ABOUT THIS EXERCISE:
Omit the pictures, then write out every entry exactly as it reads.

Saved data entries:

※

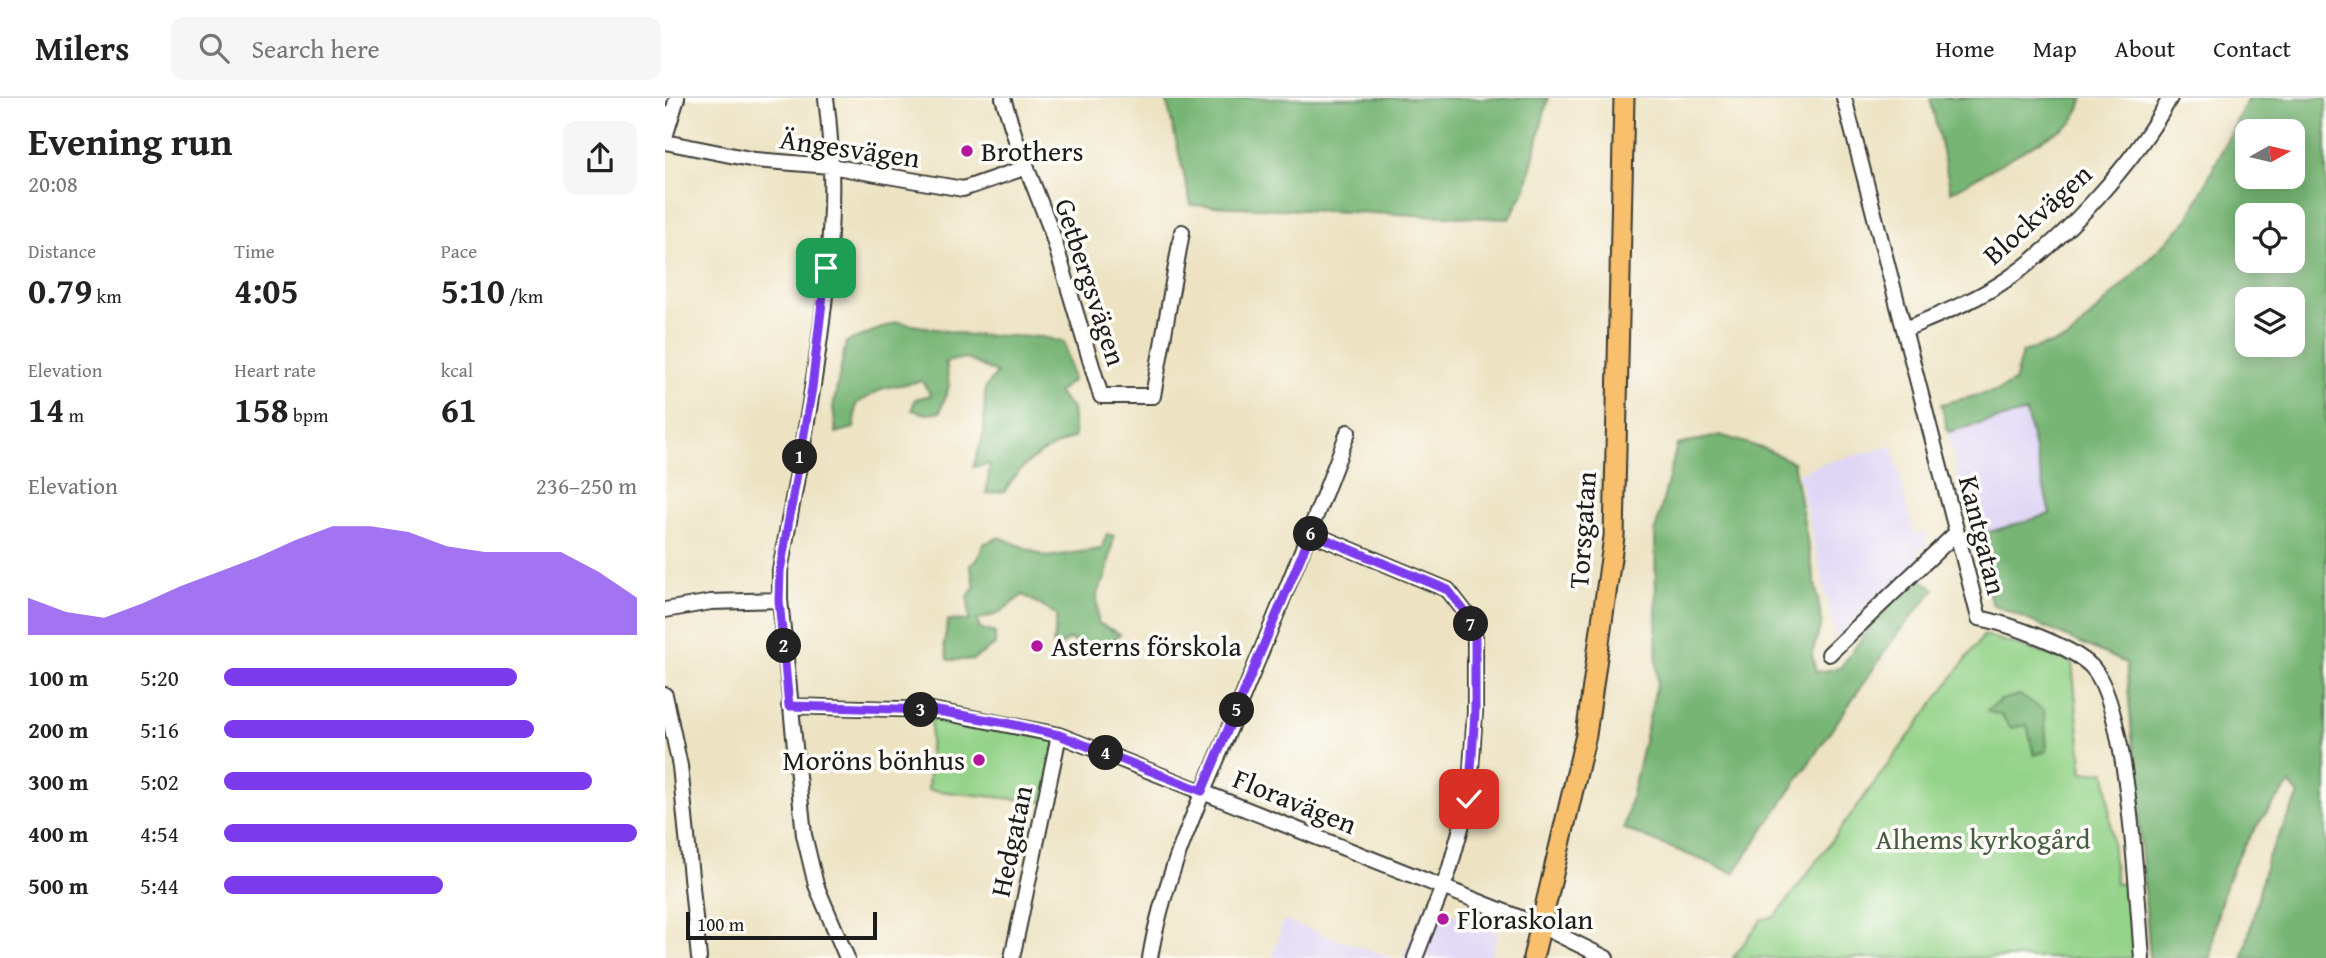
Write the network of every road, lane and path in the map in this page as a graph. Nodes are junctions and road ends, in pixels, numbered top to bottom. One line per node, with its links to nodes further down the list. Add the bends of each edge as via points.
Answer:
1 (677, 98): 7 (street)
2 (826, 98): 8 (street)
3 (1003, 98): 9 (street, Getbergsvägen)
4 (1624, 98): 23 (main road, Torsgatan, via 1614,537 1587,735)
5 (1844, 98): 11 (street, Kantgatan)
6 (2170, 98): 11 (street, Blockvägen, via 2150,135 2056,238 2006,280)
7 (665, 140): 8 (street, Ängesvägen, via 755,160)
8 (831, 166): 9 (street, Ängesvägen, via 963,189); 15 (street, via 833,206 812,388)
9 (1027, 167): 10 (street, Getbergsvägen, via 1088,342 1101,397 1153,396)
10 (1182, 232)
11 (1905, 330): 13 (street, Kantgatan)
12 (1348, 432): 14 (street)
13 (1957, 531): 17 (street); 31 (street, Kantgatan, via 1979,618 2001,622 2053,644 2091,667 2114,713)
14 (1311, 533): 21 (street); 22 (street, via 1448,590 1469,617 1475,637 1475,712 1469,799)
15 (779, 600): 16 (street); 19 (street)
16 (665, 610)
17 (1829, 654)
18 (665, 695): 24 (street, via 680,766)
19 (789, 706): 20 (street, Floravägen, via 932,710); 25 (street, via 804,835 817,885)
20 (1059, 735): 21 (street, Floravägen); 26 (street, Hedgatan)
21 (1202, 791): 22 (street, Floravägen); 27 (street, via 1156,919)
22 (1443, 887): 23 (street, Floravägen); 28 (street)
23 (1543, 927): 29 (main road, Torsgatan); 30 (street, Floravägen)
24 (699, 958)
25 (847, 958)
26 (1012, 958)
27 (1150, 958)
28 (1415, 958)
29 (1533, 958)
30 (1606, 958)
31 (2142, 958)

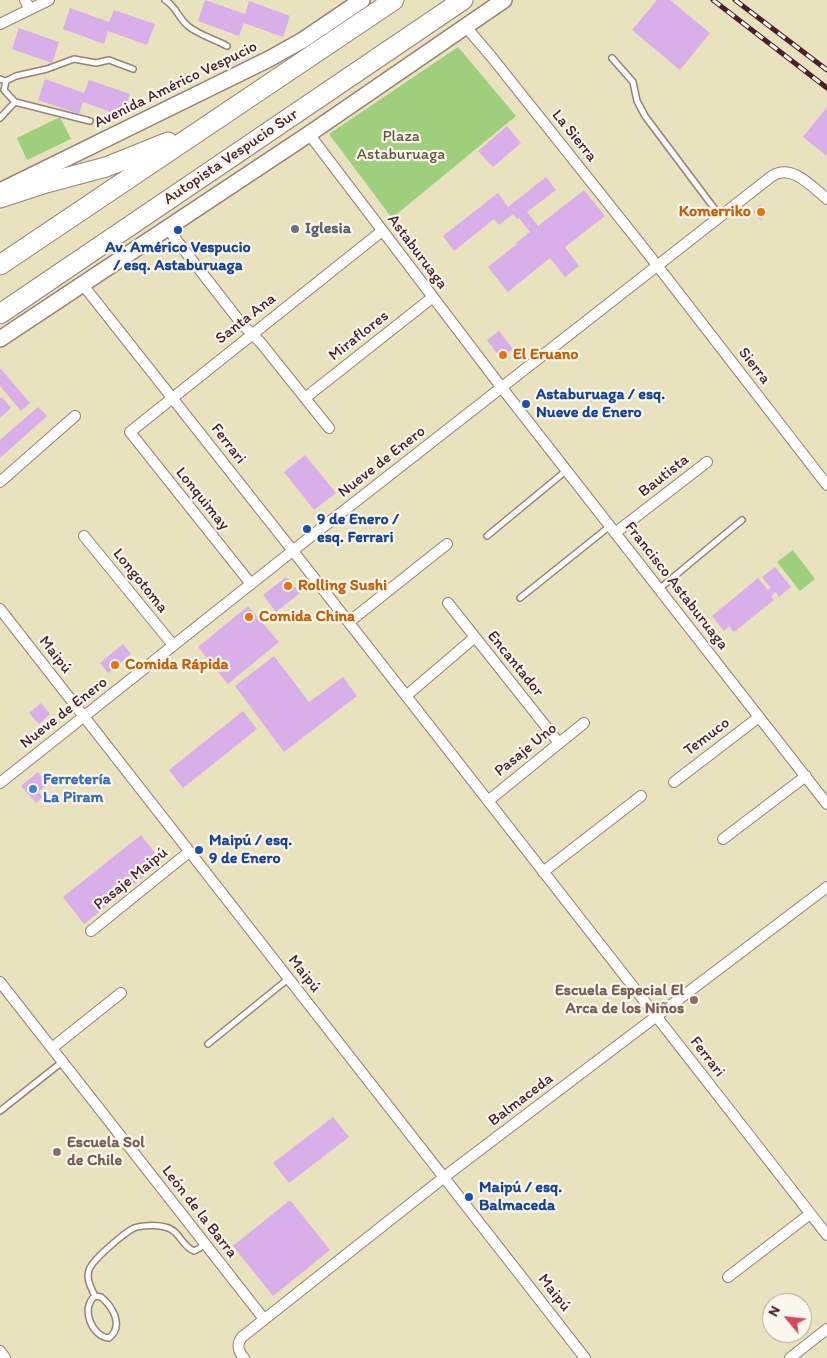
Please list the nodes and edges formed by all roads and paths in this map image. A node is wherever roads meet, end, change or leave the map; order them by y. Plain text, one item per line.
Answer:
1 (49, 0) edge
2 (165, 0) edge
3 (362, 0) edge
4 (394, 0) edge
5 (462, 0) edge
6 (504, 0) edge
7 (27, 5) edge
8 (0, 24) edge
9 (465, 26) junction
10 (227, 46) dead end
11 (612, 58) dead end
12 (133, 68) dead end
13 (3, 80) edge
14 (15, 102) junction
15 (0, 118) edge
16 (90, 121) dead end
17 (212, 122) junction
18 (309, 134) junction
19 (0, 191) edge
20 (0, 198) edge
21 (827, 199) edge
22 (720, 216) junction
23 (167, 228) junction
24 (382, 231) junction
25 (0, 265) edge
26 (657, 265) junction
27 (83, 284) junction
28 (433, 297) junction
29 (0, 314) edge
30 (252, 334) junction
31 (0, 339) edge
32 (502, 388) junction
33 (172, 397) junction
34 (305, 398) junction
35 (75, 416) dead end
36 (329, 428) dead end
37 (130, 432) joint
38 (707, 462) dead end
39 (567, 470) junction
40 (0, 482) edge
41 (827, 485) edge
42 (742, 520) dead end
43 (613, 529) junction
44 (84, 536) dead end
45 (487, 536) dead end
46 (446, 544) dead end
47 (293, 551) junction
48 (251, 584) junction
49 (659, 589) junction
50 (520, 598) dead end
51 (448, 603) dead end
52 (0, 609) edge
53 (349, 622) junction
54 (475, 637) junction
55 (173, 645) junction
56 (406, 696) junction
57 (84, 716) junction
58 (759, 717) junction
59 (584, 722) dead end
60 (559, 743) junction
61 (806, 776) junction
62 (674, 782) dead end
63 (0, 783) edge
64 (641, 796) dead end
65 (488, 801) junction
66 (827, 804) edge
67 (723, 839) dead end
68 (189, 852) junction
69 (543, 872) junction
70 (827, 887) edge
71 (91, 931) dead end
72 (288, 979) junction
73 (0, 982) edge
74 (121, 992) dead end
75 (656, 1017) junction
76 (208, 1044) dead end
77 (52, 1048) junction
78 (63, 1062) junction
79 (0, 1111) edge
80 (444, 1178) junction
81 (810, 1214) junction
82 (827, 1235) edge
83 (204, 1243) junction
84 (728, 1278) dead end
85 (95, 1296) junction
86 (264, 1320) junction
87 (827, 1329) edge
88 (0, 1351) edge
89 (6, 1358) edge
90 (244, 1358) edge
91 (585, 1358) edge
92 (790, 1358) edge

1 - 7 street
2 - 10 lane
3 - 19 main road, Avenida Américo Vespucio
4 - 17 highway
5 - 29 highway, Autopista Vespucio Sur
6 - 9 main road
7 - 8 street
9 - 18 main road
9 - 26 street, La Sierra
11 - 22 lane
12 - 13 lane
13 - 14 lane
14 - 15 lane
14 - 16 lane
17 - 20 highway
17 - 25 highway
18 - 23 main road
18 - 24 street, Astaburuaga
21 - 22 street, Nueve de Enero
22 - 26 street, Nueve de Enero
23 - 27 main road
23 - 30 street
24 - 28 street, Astaburuaga
24 - 30 street, Santa Ana
26 - 32 street, Nueve de Enero
26 - 41 street, Sierra
27 - 31 main road
27 - 33 street, Ferrari
28 - 32 street, Astaburuaga
28 - 34 street, Miraflores
30 - 33 street, Santa Ana
30 - 34 street
32 - 39 street, Francisco Astaburuaga
32 - 47 street, Nueve de Enero
33 - 37 street, Santa Ana
33 - 47 street, Ferrari
34 - 36 street
35 - 40 street
37 - 48 street, Lonquimay
38 - 43 street, Bautista
39 - 43 street, Francisco Astaburuaga
39 - 45 lane
42 - 49 lane
43 - 49 street, Francisco Astaburuaga
43 - 50 lane
44 - 55 street, Longotoma
46 - 53 street
47 - 48 street, Nueve de Enero
47 - 53 street, Ferrari
48 - 55 street, Nueve de Enero
49 - 58 street, Francisco Astaburuaga
51 - 54 street, Encantador
52 - 57 street, Maipú
53 - 56 street, Ferrari
54 - 56 street
54 - 60 street, Encantador
55 - 57 street, Nueve de Enero
56 - 65 street, Ferrari
57 - 63 street, Nueve de Enero
57 - 68 street, Maipú
58 - 61 street, Francisco Astaburuaga
58 - 62 street, Temuco
59 - 60 street, Pasaje Uno
60 - 65 street, Pasaje Uno
61 - 66 street, Francisco Astaburuaga
61 - 67 street
64 - 69 street
65 - 69 street, Ferrari
68 - 71 street, Pasaje Maipú
68 - 72 street, Maipú
69 - 75 street, Ferrari
70 - 75 street, Balmaceda
72 - 76 lane
72 - 80 street, Maipú
73 - 77 street, León de la Barra
74 - 77 street
75 - 80 street, Balmaceda
75 - 81 street, Ferrari
77 - 78 street, León de la Barra
78 - 79 lane
78 - 83 street, León de la Barra
80 - 86 street, Balmaceda
80 - 91 street, Maipú
81 - 82 street, Ferrari
81 - 84 street
83 - 85 lane
83 - 86 street, León de la Barra
85 - 85 lane
86 - 90 street, Balmaceda
87 - 92 street
88 - 89 street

※

ANSWER TO THE EXERCISE:
Write the network of every road, lane and path in the map in this page as a graph. Nodes are junctions and road ends, in pixels, numbered top to bottom. One line per node, with its links to nodes further down the list. Add the bends of each edge as via points.
Answer:
1 (677, 98): 7 (street)
2 (826, 98): 8 (street)
3 (1003, 98): 9 (street, Getbergsvägen)
4 (1624, 98): 23 (main road, Torsgatan, via 1614,537 1587,735)
5 (1844, 98): 11 (street, Kantgatan)
6 (2170, 98): 11 (street, Blockvägen, via 2150,135 2056,238 2006,280)
7 (665, 140): 8 (street, Ängesvägen, via 755,160)
8 (831, 166): 9 (street, Ängesvägen, via 963,189); 15 (street, via 833,206 812,388)
9 (1027, 167): 10 (street, Getbergsvägen, via 1088,342 1101,397 1153,396)
10 (1182, 232)
11 (1905, 330): 13 (street, Kantgatan)
12 (1348, 432): 14 (street)
13 (1957, 531): 17 (street); 31 (street, Kantgatan, via 1979,618 2001,622 2053,644 2091,667 2114,713)
14 (1311, 533): 21 (street); 22 (street, via 1448,590 1469,617 1475,637 1475,712 1469,799)
15 (779, 600): 16 (street); 19 (street)
16 (665, 610)
17 (1829, 654)
18 (665, 695): 24 (street, via 680,766)
19 (789, 706): 20 (street, Floravägen, via 932,710); 25 (street, via 804,835 817,885)
20 (1059, 735): 21 (street, Floravägen); 26 (street, Hedgatan)
21 (1202, 791): 22 (street, Floravägen); 27 (street, via 1156,919)
22 (1443, 887): 23 (street, Floravägen); 28 (street)
23 (1543, 927): 29 (main road, Torsgatan); 30 (street, Floravägen)
24 (699, 958)
25 (847, 958)
26 (1012, 958)
27 (1150, 958)
28 (1415, 958)
29 (1533, 958)
30 (1606, 958)
31 (2142, 958)

Please list the nodes and edges formed by all roads and paths in this map image. A node is wherever roads meet, end, change or leave the map; order them by y. Plain text, one item per line.
Answer:
1 (49, 0) edge
2 (165, 0) edge
3 (362, 0) edge
4 (394, 0) edge
5 (462, 0) edge
6 (504, 0) edge
7 (27, 5) edge
8 (0, 24) edge
9 (465, 26) junction
10 (227, 46) dead end
11 (612, 58) dead end
12 (133, 68) dead end
13 (3, 80) edge
14 (15, 102) junction
15 (0, 118) edge
16 (90, 121) dead end
17 (212, 122) junction
18 (309, 134) junction
19 (0, 191) edge
20 (0, 198) edge
21 (827, 199) edge
22 (720, 216) junction
23 (167, 228) junction
24 (382, 231) junction
25 (0, 265) edge
26 (657, 265) junction
27 (83, 284) junction
28 (433, 297) junction
29 (0, 314) edge
30 (252, 334) junction
31 (0, 339) edge
32 (502, 388) junction
33 (172, 397) junction
34 (305, 398) junction
35 (75, 416) dead end
36 (329, 428) dead end
37 (130, 432) joint
38 (707, 462) dead end
39 (567, 470) junction
40 (0, 482) edge
41 (827, 485) edge
42 (742, 520) dead end
43 (613, 529) junction
44 (84, 536) dead end
45 (487, 536) dead end
46 (446, 544) dead end
47 (293, 551) junction
48 (251, 584) junction
49 (659, 589) junction
50 (520, 598) dead end
51 (448, 603) dead end
52 (0, 609) edge
53 (349, 622) junction
54 (475, 637) junction
55 (173, 645) junction
56 (406, 696) junction
57 (84, 716) junction
58 (759, 717) junction
59 (584, 722) dead end
60 (559, 743) junction
61 (806, 776) junction
62 (674, 782) dead end
63 (0, 783) edge
64 (641, 796) dead end
65 (488, 801) junction
66 (827, 804) edge
67 (723, 839) dead end
68 (189, 852) junction
69 (543, 872) junction
70 (827, 887) edge
71 (91, 931) dead end
72 (288, 979) junction
73 (0, 982) edge
74 (121, 992) dead end
75 (656, 1017) junction
76 (208, 1044) dead end
77 (52, 1048) junction
78 (63, 1062) junction
79 (0, 1111) edge
80 (444, 1178) junction
81 (810, 1214) junction
82 (827, 1235) edge
83 (204, 1243) junction
84 (728, 1278) dead end
85 (95, 1296) junction
86 (264, 1320) junction
87 (827, 1329) edge
88 (0, 1351) edge
89 (6, 1358) edge
90 (244, 1358) edge
91 (585, 1358) edge
92 (790, 1358) edge

1 - 7 street
2 - 10 lane
3 - 19 main road, Avenida Américo Vespucio
4 - 17 highway
5 - 29 highway, Autopista Vespucio Sur
6 - 9 main road
7 - 8 street
9 - 18 main road
9 - 26 street, La Sierra
11 - 22 lane
12 - 13 lane
13 - 14 lane
14 - 15 lane
14 - 16 lane
17 - 20 highway
17 - 25 highway
18 - 23 main road
18 - 24 street, Astaburuaga
21 - 22 street, Nueve de Enero
22 - 26 street, Nueve de Enero
23 - 27 main road
23 - 30 street
24 - 28 street, Astaburuaga
24 - 30 street, Santa Ana
26 - 32 street, Nueve de Enero
26 - 41 street, Sierra
27 - 31 main road
27 - 33 street, Ferrari
28 - 32 street, Astaburuaga
28 - 34 street, Miraflores
30 - 33 street, Santa Ana
30 - 34 street
32 - 39 street, Francisco Astaburuaga
32 - 47 street, Nueve de Enero
33 - 37 street, Santa Ana
33 - 47 street, Ferrari
34 - 36 street
35 - 40 street
37 - 48 street, Lonquimay
38 - 43 street, Bautista
39 - 43 street, Francisco Astaburuaga
39 - 45 lane
42 - 49 lane
43 - 49 street, Francisco Astaburuaga
43 - 50 lane
44 - 55 street, Longotoma
46 - 53 street
47 - 48 street, Nueve de Enero
47 - 53 street, Ferrari
48 - 55 street, Nueve de Enero
49 - 58 street, Francisco Astaburuaga
51 - 54 street, Encantador
52 - 57 street, Maipú
53 - 56 street, Ferrari
54 - 56 street
54 - 60 street, Encantador
55 - 57 street, Nueve de Enero
56 - 65 street, Ferrari
57 - 63 street, Nueve de Enero
57 - 68 street, Maipú
58 - 61 street, Francisco Astaburuaga
58 - 62 street, Temuco
59 - 60 street, Pasaje Uno
60 - 65 street, Pasaje Uno
61 - 66 street, Francisco Astaburuaga
61 - 67 street
64 - 69 street
65 - 69 street, Ferrari
68 - 71 street, Pasaje Maipú
68 - 72 street, Maipú
69 - 75 street, Ferrari
70 - 75 street, Balmaceda
72 - 76 lane
72 - 80 street, Maipú
73 - 77 street, León de la Barra
74 - 77 street
75 - 80 street, Balmaceda
75 - 81 street, Ferrari
77 - 78 street, León de la Barra
78 - 79 lane
78 - 83 street, León de la Barra
80 - 86 street, Balmaceda
80 - 91 street, Maipú
81 - 82 street, Ferrari
81 - 84 street
83 - 85 lane
83 - 86 street, León de la Barra
85 - 85 lane
86 - 90 street, Balmaceda
87 - 92 street
88 - 89 street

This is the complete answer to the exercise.